Ideally, think of each paragraph as a stage of your argument—a subtopic that requires its own substantiation. The topic sentence, which usually is the first sentence in the paragraph, should present the idea that you will develop and support in the rest of the paragraph. (When you have finished writing your paper, you should be able to cut and paste your topic sentences into a separate document and then read them together as a single paragraph. If the paragraph makes sense, then you have a logical sequence of ideas in your paragraph structure. If the paragraph doesn’t make sense, then you should revise your topic sentences so that they fill in any gaps in your logic.)
In an analytical essay, topic sentences should be ideas, not facts, questions, or quotations. 3. Evidence
• An argument is only as strong as the foundation it rests on—the sources that you use to
support your ideas. Remember that the success of your paper ultimately rests on your sources and how effectively you marshal evidence to make your case. You may have an
argument that sounds innovative and exciting, but if you don’t cite sources to back up
your claims, your argument won’t be convincing.
Most of your evidence will come from your primary sources. In your paper, you should incorporate direct quotations from your sources, and you should also paraphrase and refer to specific ideas from your sources. Remember that you need to provide complete and accurate citations every time you quote or paraphrase another person’s words. If your paper includes phrases or sentences directly taken from another source, and you do not have quotation marks around them, then you are plagiarizing. 4. Style
Writing vague prose will weaken your argument, so it is important to pay attention to how you are presenting your ideas.

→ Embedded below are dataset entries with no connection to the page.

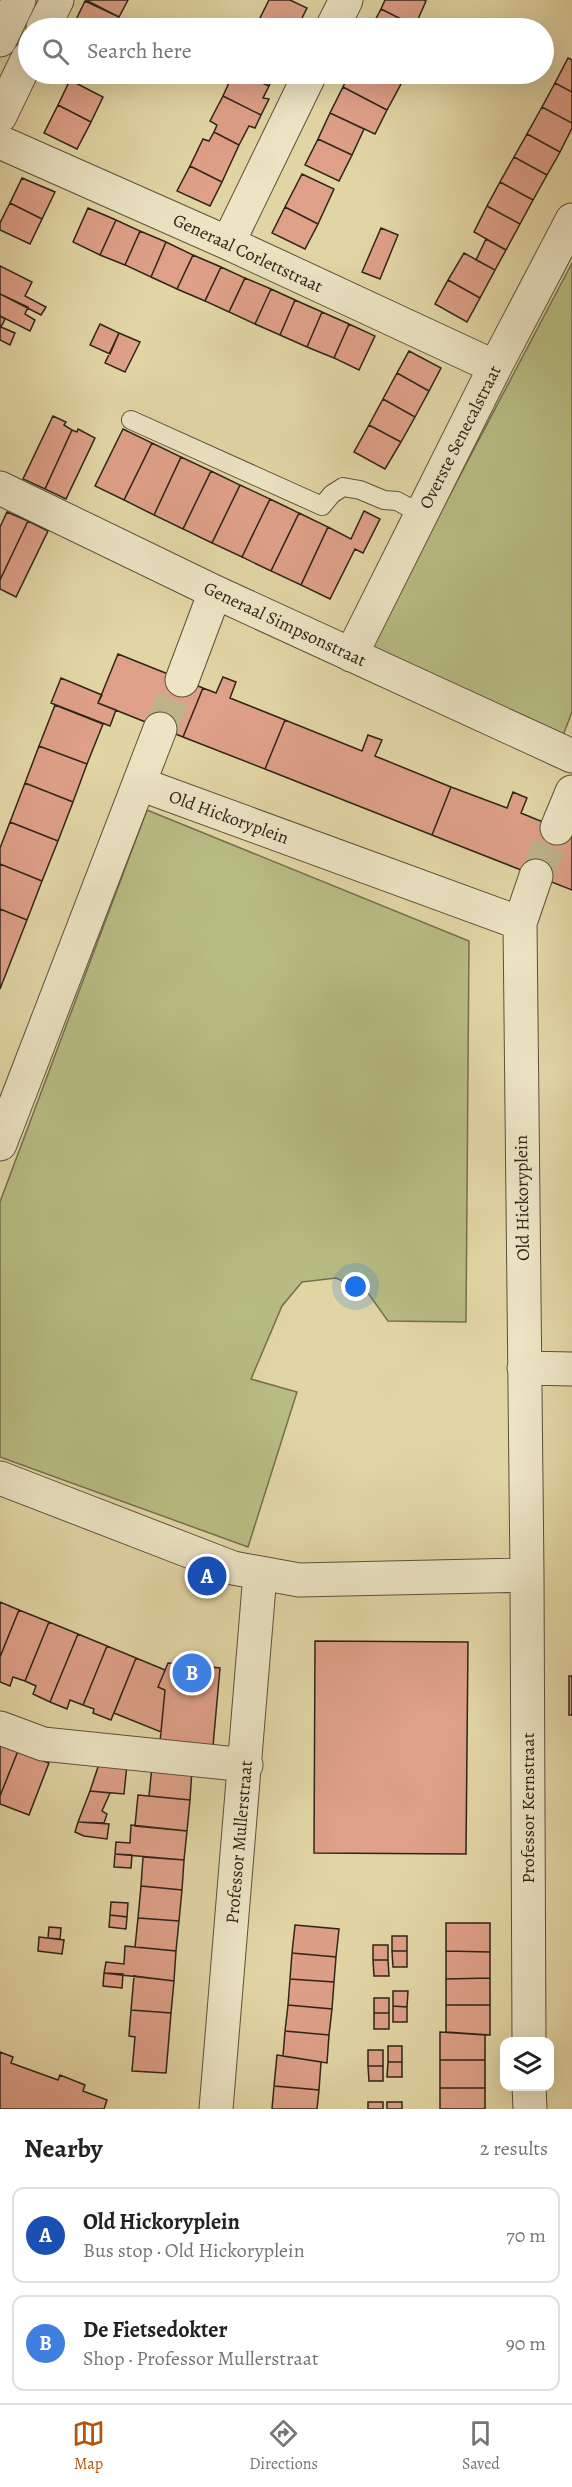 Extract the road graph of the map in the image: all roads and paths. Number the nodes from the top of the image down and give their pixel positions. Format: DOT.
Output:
graph roads {
  1 [pos="19,0"];
  2 [pos="57,0"];
  3 [pos="346,0"];
  4 [pos="48,18"];
  5 [pos="337,18"];
  6 [pos="0,40"];
  7 [pos="18,79"];
  8 [pos="305,84"];
  9 [pos="0,116"];
  10 [pos="0,142"];
  11 [pos="572,220"];
  12 [pos="228,243"];
  13 [pos="495,367"];
  14 [pos="131,420"];
  15 [pos="0,488"];
  16 [pos="421,514"];
  17 [pos="215,592"];
  18 [pos="351,655"];
  19 [pos="182,680"];
  20 [pos="160,729"];
  21 [pos="572,756"];
  22 [pos="140,784"];
  23 [pos="572,792"];
  24 [pos="557,828"];
  25 [pos="536,876"];
  26 [pos="520,923"];
  27 [pos="0,1144"];
  28 [pos="524,1368"];
  29 [pos="572,1369"];
  30 [pos="0,1478"];
  31 [pos="260,1574"];
  32 [pos="527,1575"];
  33 [pos="0,1728"];
  34 [pos="246,1765"];
  35 [pos="529,2037"];
  36 [pos="530,2091"];
  37 [pos="216,2109"];
  38 [pos="530,2109"];
  1 -- 6 [label="street"];
  2 -- 4 [label="street"];
  3 -- 5 [label="street"];
  7 -- 9 [label="street"];
  8 -- 12 [label="street"];
  10 -- 12 [label="street, Generaal Corlettstraat"];
  11 -- 13 [label="street, Overste Senecalstraat"];
  12 -- 13 [label="street, Generaal Corlettstraat"];
  13 -- 16 [label="street, Overste Senecalstraat"];
  14 -- 16 [label="lane"];
  15 -- 17 [label="street, Generaal Simpsonstraat"];
  16 -- 18 [label="street, Overste Senecalstraat"];
  17 -- 18 [label="street, Generaal Simpsonstraat"];
  17 -- 19 [label="street"];
  18 -- 21 [label="street, Generaal Simpsonstraat"];
  20 -- 22 [label="street"];
  22 -- 26 [label="street, Old Hickoryplein"];
  22 -- 27 [label="street"];
  23 -- 24 [label="street"];
  25 -- 26 [label="street, Old Hickoryplein"];
  26 -- 28 [label="street, Old Hickoryplein"];
  28 -- 29 [label="street"];
  28 -- 32 [label="street, Old Hickoryplein"];
  30 -- 31 [label="street"];
  31 -- 32 [label="street"];
  31 -- 34 [label="street, Professor Mullerstraat"];
  32 -- 35 [label="street, Professor Kernstraat"];
  33 -- 34 [label="street"];
  34 -- 37 [label="street, Professor Mullerstraat"];
  36 -- 38 [label="street"];
}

To avoid vague prose, make sure that your sentences make precise statements of who is doing what to whom, and when. Identify your historical actors specifically. And historical essays should definitely have dates in them.
Use active voice, not passive, so that you will clearly convey the action of a sentence. The passive voice is designed to obscure the actor (e.g., “Taxes will be raised.”) and to deemphasize the action of the sentence (e.g., “The window was broken.”)
Don’t begin a sentence with “This” unless it is followed by a noun. (“This is an example of” is not a good way to begin a sentence because it is not clear to your reader exactly what part of the previous sentence “this” is referring to. “This amendment granted…” is a perfectly fine way to begin a sentence.)
Try reading your paper aloud, slowly and clearly, to listen for awkward sentence constructions or errors. (Don’t rely on your word processing application to proofread your paper.) An unsuspecting friend or roommate will make a good audience.